It was a pretty normal day, but when I walked into the locker room and tried to find my lock, it wasn't on my locker. I go talk to the nigger who's supposed to be in charge of this shit, and he's just sitting in the corner, possibly high on heroin. His eyes were red and half-closed, his mouth was pretty wide open, and he was staring into space. I go ask him "hey yo nigga ma lock is missing" and he goes "man whateva".
So I was "unprepared" that gym period and so I had to buy a new lock.

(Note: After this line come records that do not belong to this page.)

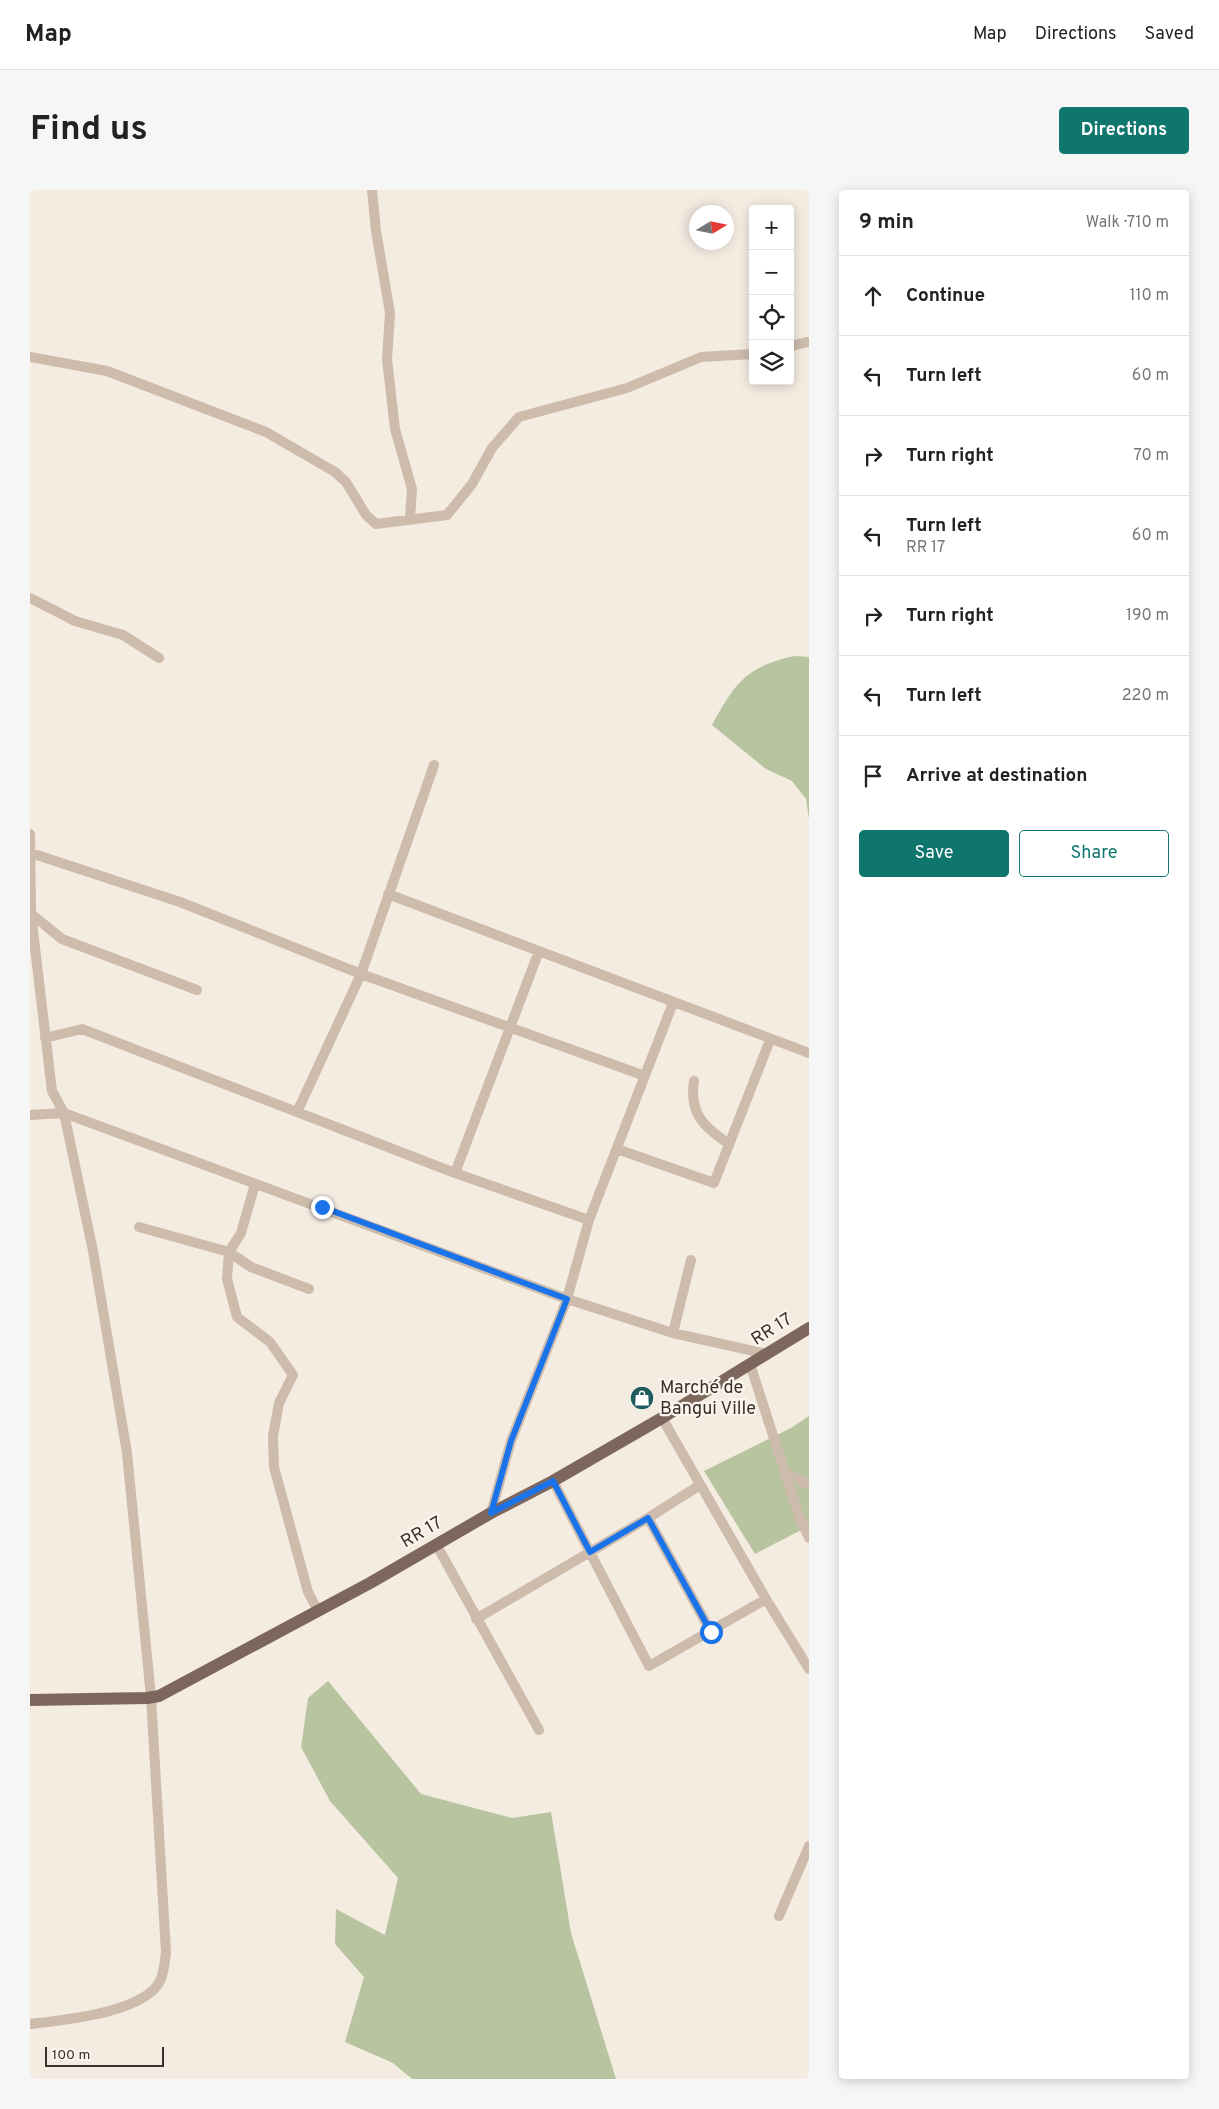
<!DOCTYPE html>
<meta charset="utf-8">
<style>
body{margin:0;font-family:Overpass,sans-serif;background:#f6f6f6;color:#222}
.controls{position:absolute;right:15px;top:15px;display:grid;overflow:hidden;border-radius:5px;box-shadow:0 2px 12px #0003}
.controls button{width:45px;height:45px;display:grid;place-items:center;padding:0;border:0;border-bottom:1px solid #e0e0e0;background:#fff;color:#222;font:25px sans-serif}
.compass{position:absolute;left:659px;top:15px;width:45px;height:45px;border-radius:50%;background:#fff;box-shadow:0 2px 12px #0003;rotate:80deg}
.scale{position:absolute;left:15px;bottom:12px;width:119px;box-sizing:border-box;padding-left:5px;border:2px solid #3b302b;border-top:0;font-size:14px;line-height:18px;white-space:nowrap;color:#3b302b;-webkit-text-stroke:4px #fbf5ee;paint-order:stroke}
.stop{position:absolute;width:15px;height:15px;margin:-11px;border:4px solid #1a73e8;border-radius:50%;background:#fff}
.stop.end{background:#1a73e8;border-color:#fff;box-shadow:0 1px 5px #0008}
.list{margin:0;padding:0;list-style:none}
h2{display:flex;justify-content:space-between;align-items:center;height:65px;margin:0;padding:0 20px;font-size:21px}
h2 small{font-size:16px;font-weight:400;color:#767676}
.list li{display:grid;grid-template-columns:32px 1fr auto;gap:15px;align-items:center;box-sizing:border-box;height:80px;padding:0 20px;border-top:1px solid #e0e0e0}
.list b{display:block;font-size:19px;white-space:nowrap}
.list p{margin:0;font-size:16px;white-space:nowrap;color:#767676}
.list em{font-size:16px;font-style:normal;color:#767676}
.actions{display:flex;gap:10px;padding:15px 20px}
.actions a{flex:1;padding:11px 0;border:1px solid #0f766e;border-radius:5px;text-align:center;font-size:18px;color:#0f766e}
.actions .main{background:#0f766e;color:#fff}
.icon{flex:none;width:28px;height:28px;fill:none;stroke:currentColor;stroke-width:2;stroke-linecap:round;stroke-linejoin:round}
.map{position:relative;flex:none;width:779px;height:1889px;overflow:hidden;border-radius:5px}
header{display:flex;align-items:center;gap:30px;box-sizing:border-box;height:70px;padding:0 25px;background:#fff;border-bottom:1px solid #e0e0e0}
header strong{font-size:24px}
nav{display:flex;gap:28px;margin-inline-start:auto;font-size:18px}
.intro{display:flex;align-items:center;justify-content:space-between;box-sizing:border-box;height:120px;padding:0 30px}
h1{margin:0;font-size:35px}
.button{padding:12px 22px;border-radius:5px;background:#0f766e;color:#fff;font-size:18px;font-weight:700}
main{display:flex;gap:30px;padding:0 30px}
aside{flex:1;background:#fff;border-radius:5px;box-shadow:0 2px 12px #0003}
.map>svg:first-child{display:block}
.green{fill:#b8c4a0}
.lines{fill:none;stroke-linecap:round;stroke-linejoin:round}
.minor{stroke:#cdbbac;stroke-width:10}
.major{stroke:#7d675c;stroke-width:12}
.route{stroke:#1a73e8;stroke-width:6}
.labels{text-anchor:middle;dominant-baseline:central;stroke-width:4.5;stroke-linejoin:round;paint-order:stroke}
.street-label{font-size:18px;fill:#3b302b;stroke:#fbf5ee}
.poi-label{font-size:18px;fill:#3b302b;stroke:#fbf5ee;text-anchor:start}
</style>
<header>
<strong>Map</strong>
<nav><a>Map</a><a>Directions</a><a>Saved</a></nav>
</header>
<div class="intro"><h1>Find us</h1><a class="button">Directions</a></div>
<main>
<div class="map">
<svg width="779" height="1889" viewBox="0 0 779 1889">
<rect width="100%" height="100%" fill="#f4ebe1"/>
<path class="green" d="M764 466 779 467V629L776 609 762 591 736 579 682 535C705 493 716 477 764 466Z
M779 1226V1336L725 1364 674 1281 761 1238Z
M298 1491 391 1604 482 1628 521 1622 541 1743 586 1889H382L363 1873 315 1852 334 1787 305 1754 306 1719 355 1745 368 1688 300 1611 271 1557 278 1508Z"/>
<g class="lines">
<path class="minor" d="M342 0 346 41 360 123 357 169 365 239 382 299 380 328
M760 156 778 152
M0 167 77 181 236 242 305 282 316 292 336 325 346 334 417 325 442 294 462 258 489 227 597 198 671 167 723 164
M0 408 45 431 93 445 129 468
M0 644 1 724 22 901 34 923 63 1061 97 1263 121 1507 136 1762C135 1770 134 1781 131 1789 117 1823 32 1830 0 1834
M1 663 150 712 331 784 615 886
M358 704 779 863
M1 724 32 749 167 800
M15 848 52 839 425 983 559 1030
M664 891C659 924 674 937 699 954
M268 920 331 784 404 575
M0 925 34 923 537 1109 643 1143 737 1164
M587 959 684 993 740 850
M425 983 509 761
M225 994 211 1043 199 1062 197 1089 207 1127 240 1152 263 1185 249 1213 243 1246 244 1277 278 1402 288 1421
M109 1037 199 1062 221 1077 279 1099
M643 1143 661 1070
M720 1174 769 1326 779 1348
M632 1228 736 1409 779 1479
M756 1283 779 1295
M523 1291 619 1476 736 1409
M461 1323 481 1251 537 1109 559 1030 643 813
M618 1328 681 1442
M406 1354 509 1540
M446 1429 618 1328 670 1295
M749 1726 779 1656"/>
<path class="major" d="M0 1510 117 1508 129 1506 340 1393 461 1323 523 1291 632 1228 779 1138"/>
</g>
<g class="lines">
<path class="route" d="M292 1017 537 1109 481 1251 461 1323 523 1291 560 1362 618 1328 681 1442"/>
</g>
<defs>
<g id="shop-disc" transform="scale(1.25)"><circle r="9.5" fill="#1f5a5e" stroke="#fbf5ee"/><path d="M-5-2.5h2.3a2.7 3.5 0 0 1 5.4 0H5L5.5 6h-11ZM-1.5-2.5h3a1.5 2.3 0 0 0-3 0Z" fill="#fff"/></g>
</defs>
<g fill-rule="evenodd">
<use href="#shop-disc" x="612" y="1208"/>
</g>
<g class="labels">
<g class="street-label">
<text transform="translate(742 1140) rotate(-32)">RR 17</text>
<text transform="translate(392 1343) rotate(-30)">RR 17</text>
</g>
<g class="poi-label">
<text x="630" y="1198">Marché de<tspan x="630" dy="21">Bangui Ville</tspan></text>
</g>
</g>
</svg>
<div class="controls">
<button>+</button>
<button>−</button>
<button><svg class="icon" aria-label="locate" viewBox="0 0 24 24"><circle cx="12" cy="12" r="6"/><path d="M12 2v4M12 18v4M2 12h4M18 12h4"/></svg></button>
<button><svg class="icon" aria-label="layers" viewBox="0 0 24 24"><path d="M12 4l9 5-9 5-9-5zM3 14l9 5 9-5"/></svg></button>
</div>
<svg class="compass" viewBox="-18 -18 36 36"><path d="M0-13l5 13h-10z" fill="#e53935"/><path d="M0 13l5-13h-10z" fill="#767676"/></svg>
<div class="scale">100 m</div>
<div class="stop" style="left:681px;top:1442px"></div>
<div class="stop end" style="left:292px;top:1017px"></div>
</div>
<aside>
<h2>9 min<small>Walk · 710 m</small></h2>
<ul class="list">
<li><svg class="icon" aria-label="ahead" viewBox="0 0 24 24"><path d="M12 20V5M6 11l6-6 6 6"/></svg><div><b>Continue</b></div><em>110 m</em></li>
<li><svg class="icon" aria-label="left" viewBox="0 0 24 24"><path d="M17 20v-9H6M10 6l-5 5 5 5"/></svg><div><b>Turn left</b></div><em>60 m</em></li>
<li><svg class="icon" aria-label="right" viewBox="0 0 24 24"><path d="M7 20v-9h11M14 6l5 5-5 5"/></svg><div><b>Turn right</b></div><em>70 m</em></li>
<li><svg class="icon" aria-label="left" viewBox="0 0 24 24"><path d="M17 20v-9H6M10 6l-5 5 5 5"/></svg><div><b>Turn left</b><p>RR 17</p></div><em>60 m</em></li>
<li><svg class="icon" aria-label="right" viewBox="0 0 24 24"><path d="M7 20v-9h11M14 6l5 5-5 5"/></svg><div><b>Turn right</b></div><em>190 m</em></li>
<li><svg class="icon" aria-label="left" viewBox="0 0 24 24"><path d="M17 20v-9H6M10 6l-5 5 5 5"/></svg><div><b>Turn left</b></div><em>220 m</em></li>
<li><svg class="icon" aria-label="arrive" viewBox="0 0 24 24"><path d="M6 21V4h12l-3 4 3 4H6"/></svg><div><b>Arrive at destination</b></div></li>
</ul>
<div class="actions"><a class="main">Save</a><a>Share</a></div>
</aside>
</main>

You don't have the balls to say nigga to a black guy
What kind of lock did you buy?
Quote from: Socks on April 02, 2008, 06:05:54 PM
What kind of lock did you buy?
you can only use school locks goonish
which are standard school-lock masterlocks, except they're much thicker and heavier than normal ones
It's extremely easy to get into a masterlock.
Next time put a motion sensor bomb on it
Quote from: Selkie on April 02, 2008, 06:20:27 PM
It's extremely easy to get into a masterlock.
Next time put a motion sensor bomb on it
Nobody does these things. I'm pretty sure I just left it unlocked or something.
And yes, I may implement one. There are a few other sand niggers here that can help me out, too.
Quote from: Bassir C. on April 02, 2008, 06:22:42 PM
Nobody does these things. I'm pretty sure I just left it unlocked or something.
And yes, I may implement one. There are a few other sand niggers here that can help me out, too.
my idiot friend actually took 2 of the 3 tumblers out of his, and so it opens on one single number, and he's constantly complaining about people breaking in lol.
Sometimes I forget to reset my lock (twisting clockwise three times) and so it's possible to open the lock with a mere twist clockwise and a tug. But whatever, I'm also changing my locker, it ain't safe near the fat white guy.